By chapter 4 there are a number of strands in the case to investigate and with the mystery fleshed out in this manner, it feels like the sleuths have enough to follow up on. Like other Hamilton mysteries, there are links to WW2, which seems to cast a long shadow upon the lives of those in the book. This past may provide a key to the motive of the murder or show how the killer gained the skills required to do the deed. 
The police, in the main, work off the page and only appear occasionally. Sally and Johnny are therefore the primary sleuthing focus. They work together, sort of. They are often together when a suspect is questioned, but it is Johnny who does the questioning. Sally is more part of the subsequent discussions of the evidence. This is another mystery in which chivalry makes an appearance, (see my last review), and Johnny and Tim are very much of the opinion that you should ensure the safety of the ladies at all times. To that end, Johnny often tries to manoeuvre Sally out of some sleuthing tasks, which thankfully in this book she mostly squashes: ‘He wasn't keen to take Sally to Hampstead with him, but Mrs Williams, their daily, was willing to babysit, and Sally insisted on coming.’ 
Sally, moreover, does indulge in one spot of independent sleuthing, which leads to very important information being uncovered. However, like other cases they have been engaged upon, Johnny takes a very dim view of her acting alone, the chivalry principle at work, as evinced in the passage below:
‘When Johnny came in and heard Sally's confession, he was not pleased, and he became extremely Heldar. "I don't like your visiting suspects on your own. Please don't do it again." But he listened to her story intently and with understanding.’
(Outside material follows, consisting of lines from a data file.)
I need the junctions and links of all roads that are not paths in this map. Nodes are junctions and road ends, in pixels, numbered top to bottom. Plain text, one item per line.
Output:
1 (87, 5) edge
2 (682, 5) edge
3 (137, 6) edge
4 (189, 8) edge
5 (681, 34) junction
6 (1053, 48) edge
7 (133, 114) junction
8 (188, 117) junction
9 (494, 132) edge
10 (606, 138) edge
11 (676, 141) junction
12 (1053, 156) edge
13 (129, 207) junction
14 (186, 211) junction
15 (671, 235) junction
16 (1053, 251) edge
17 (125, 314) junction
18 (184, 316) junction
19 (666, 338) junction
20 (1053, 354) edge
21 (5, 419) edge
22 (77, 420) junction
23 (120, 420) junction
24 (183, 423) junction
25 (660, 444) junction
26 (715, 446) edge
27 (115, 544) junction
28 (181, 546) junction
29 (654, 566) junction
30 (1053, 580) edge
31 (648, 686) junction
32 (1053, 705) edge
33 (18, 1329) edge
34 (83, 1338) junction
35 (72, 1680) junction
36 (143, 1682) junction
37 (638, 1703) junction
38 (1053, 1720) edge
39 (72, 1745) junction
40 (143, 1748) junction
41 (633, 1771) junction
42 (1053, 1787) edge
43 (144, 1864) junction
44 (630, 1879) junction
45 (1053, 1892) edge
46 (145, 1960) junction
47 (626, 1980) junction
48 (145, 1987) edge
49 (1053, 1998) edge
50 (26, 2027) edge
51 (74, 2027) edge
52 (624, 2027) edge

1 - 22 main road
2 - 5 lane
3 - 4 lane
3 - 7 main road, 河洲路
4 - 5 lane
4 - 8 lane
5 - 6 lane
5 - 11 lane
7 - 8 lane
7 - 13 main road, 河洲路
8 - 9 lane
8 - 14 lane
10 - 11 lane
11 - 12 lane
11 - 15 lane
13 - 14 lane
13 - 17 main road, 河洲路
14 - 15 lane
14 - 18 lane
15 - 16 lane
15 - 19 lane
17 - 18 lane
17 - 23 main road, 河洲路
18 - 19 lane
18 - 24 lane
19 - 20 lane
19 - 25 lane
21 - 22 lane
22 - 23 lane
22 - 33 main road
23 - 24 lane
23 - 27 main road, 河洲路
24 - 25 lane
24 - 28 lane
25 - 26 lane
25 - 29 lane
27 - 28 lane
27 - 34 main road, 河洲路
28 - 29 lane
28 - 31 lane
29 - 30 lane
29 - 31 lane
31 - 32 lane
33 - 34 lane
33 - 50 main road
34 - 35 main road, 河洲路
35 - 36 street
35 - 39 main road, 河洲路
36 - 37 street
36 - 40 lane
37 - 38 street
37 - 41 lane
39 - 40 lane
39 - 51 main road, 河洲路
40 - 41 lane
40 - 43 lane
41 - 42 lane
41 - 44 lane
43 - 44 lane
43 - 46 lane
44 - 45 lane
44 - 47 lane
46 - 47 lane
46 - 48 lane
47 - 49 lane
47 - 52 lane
Now if she was going off alone to an isolated country house to confront a killer without telling one then Johnny might have a point. As it is Sally goes around to someone’s house in town during the middle of the day, so his reaction seems excessive. There is a real sense that Johnny thinks Sally has done something worth disapproving of and the word ‘confession,’ almost makes it seem like Sally believes herself she was doing something inappropriate or something she should feel guilty about. 
Nevertheless, later on in the book Johnny does reveal the potential weakness in chivalry when he discusses with Sally, Prue’s story. Suspicion is still attached to her and Johnny cannot easily extricate her from it. After all he says that:
‘And we may note here that the whole tone of the story might have been deliberately calculated for its effect on a young man of Tim's temperament. A young, inexperienced, unprotected, and extremely attractive girl is the answer to Tim’s subconscious prayer.’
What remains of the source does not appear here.